Cuenta la Biblia que Caín, hijo mayor de Adán y Eva, mató a su hermano menor Abel. ¿La razón? Dios había escogido las ofrendas de Abel, las mejores ovejas de su rebaño, frente a las de Caín, quien ofreció los frutos de la tierra que él mismo cultivaba. Herido en su orgullo, Caín decidió terminar con la vida de su propio hermano.
Este triste y dramático relato de la historia sagrada siempre me ha sobrecogido. Ahora que tengo hijos, mucho más. Es el símbolo máximo de la rivalidad fraternal llevada a sus últimas consecuencias.
Recientemente he vivido un conflicto entre dos hermanos que desde siempre han tenido una difícil relación. Quién tenía razón y por qué nunca se han llevado bien no viene al caso. Lo importante aquí es la pena que tiene su madre de ver cómo dos seres nacidos de su propia carne son incapaces de vivir en paz.

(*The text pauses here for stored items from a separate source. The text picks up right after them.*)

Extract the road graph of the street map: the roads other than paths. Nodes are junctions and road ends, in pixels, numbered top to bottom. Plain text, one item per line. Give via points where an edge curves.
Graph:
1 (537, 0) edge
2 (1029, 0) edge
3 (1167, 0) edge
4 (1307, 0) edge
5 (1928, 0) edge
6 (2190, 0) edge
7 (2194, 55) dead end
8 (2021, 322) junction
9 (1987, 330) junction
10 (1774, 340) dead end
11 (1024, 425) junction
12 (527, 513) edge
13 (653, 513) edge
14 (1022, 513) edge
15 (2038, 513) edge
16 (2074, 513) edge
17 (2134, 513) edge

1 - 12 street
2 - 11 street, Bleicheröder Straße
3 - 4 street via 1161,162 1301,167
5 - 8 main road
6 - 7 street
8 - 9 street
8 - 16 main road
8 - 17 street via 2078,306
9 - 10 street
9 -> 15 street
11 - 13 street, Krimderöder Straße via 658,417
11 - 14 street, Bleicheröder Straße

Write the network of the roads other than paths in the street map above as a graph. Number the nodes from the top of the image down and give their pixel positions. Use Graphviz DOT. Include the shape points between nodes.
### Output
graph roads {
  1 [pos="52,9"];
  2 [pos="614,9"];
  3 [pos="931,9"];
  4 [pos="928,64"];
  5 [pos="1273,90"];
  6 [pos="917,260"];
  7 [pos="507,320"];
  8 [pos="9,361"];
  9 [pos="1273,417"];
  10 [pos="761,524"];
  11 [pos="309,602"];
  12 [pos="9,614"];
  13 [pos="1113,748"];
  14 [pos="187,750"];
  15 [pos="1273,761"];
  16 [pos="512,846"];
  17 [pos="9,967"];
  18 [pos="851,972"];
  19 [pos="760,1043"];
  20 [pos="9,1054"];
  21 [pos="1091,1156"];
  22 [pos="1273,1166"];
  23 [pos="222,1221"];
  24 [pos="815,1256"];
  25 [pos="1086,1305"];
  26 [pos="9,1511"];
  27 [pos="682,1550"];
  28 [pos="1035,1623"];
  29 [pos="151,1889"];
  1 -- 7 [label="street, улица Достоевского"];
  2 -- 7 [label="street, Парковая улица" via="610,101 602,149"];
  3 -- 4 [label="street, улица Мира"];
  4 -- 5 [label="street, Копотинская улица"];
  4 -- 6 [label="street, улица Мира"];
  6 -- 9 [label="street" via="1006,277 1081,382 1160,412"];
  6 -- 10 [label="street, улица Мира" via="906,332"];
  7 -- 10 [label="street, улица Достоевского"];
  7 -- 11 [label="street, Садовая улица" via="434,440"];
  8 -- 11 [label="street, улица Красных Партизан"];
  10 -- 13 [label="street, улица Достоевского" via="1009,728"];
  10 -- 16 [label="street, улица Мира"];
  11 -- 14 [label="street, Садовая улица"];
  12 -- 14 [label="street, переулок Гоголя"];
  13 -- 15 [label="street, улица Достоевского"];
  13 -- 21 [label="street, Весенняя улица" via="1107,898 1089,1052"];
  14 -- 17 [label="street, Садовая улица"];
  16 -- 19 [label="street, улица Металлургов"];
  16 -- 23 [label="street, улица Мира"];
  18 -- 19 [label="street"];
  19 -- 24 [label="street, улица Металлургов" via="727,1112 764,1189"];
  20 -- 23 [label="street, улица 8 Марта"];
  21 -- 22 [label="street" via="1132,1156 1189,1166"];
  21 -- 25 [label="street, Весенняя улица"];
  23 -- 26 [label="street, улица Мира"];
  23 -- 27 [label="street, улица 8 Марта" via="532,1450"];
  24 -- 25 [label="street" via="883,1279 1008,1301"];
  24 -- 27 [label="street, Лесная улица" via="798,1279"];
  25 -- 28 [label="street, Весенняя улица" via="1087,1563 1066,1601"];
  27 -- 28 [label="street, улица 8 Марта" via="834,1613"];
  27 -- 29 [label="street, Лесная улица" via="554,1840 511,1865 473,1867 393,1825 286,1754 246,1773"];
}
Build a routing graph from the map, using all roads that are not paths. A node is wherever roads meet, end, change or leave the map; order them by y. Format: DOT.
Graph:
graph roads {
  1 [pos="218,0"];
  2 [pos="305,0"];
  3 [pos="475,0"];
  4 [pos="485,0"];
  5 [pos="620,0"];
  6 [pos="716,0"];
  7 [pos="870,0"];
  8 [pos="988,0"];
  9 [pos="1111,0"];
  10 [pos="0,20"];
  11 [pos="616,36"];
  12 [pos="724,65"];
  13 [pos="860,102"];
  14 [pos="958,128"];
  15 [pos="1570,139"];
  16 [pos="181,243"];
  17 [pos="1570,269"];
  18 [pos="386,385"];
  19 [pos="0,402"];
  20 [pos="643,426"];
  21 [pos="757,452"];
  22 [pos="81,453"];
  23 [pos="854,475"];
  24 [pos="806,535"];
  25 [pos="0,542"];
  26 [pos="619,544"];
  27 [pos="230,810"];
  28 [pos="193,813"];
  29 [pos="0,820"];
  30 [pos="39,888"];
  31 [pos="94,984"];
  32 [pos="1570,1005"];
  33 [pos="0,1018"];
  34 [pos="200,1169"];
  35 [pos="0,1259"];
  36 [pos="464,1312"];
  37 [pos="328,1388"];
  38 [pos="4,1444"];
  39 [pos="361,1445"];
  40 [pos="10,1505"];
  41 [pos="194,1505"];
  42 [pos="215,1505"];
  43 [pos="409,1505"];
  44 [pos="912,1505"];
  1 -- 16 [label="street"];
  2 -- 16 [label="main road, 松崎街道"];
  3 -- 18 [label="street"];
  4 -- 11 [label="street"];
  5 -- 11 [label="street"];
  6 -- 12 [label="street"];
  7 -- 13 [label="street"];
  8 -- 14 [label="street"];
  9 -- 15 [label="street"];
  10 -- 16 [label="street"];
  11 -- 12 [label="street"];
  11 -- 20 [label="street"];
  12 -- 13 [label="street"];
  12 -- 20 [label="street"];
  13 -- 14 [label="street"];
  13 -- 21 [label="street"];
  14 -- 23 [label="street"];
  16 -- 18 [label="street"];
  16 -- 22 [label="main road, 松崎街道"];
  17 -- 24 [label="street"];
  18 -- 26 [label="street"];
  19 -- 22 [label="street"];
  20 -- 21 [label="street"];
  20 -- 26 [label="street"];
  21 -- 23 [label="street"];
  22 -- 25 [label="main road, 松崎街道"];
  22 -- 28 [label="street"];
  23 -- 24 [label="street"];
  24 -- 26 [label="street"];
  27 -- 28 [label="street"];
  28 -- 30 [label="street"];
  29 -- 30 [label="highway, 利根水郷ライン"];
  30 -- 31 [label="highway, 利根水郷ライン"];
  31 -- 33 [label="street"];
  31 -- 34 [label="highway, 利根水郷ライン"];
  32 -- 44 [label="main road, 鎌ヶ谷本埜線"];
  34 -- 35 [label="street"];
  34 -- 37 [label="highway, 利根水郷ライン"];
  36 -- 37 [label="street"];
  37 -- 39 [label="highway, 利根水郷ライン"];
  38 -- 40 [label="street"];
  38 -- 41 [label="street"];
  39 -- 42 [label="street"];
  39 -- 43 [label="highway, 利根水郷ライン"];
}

Cuando observo a mis dos pequeños que se dan besitos y se abrazan me produce una inmensa felicidad pero cuando inician alguna discusión absurda por quedarse el muñaco del otro no puedo dejar de pensar cómo será su relación en un futuro. El destino les ha puesto en la misma casa, en la misma familia, pero no tienen por qué quererse. Me da miedo pensar que acontecimientos futuros terminen con el amor que actualmente se profesan.
Quizás exagere pero por desgracia he visto que a veces pasa. Así que lucharé para que, al menos, se respeten y no terminen negándose el uno al otro.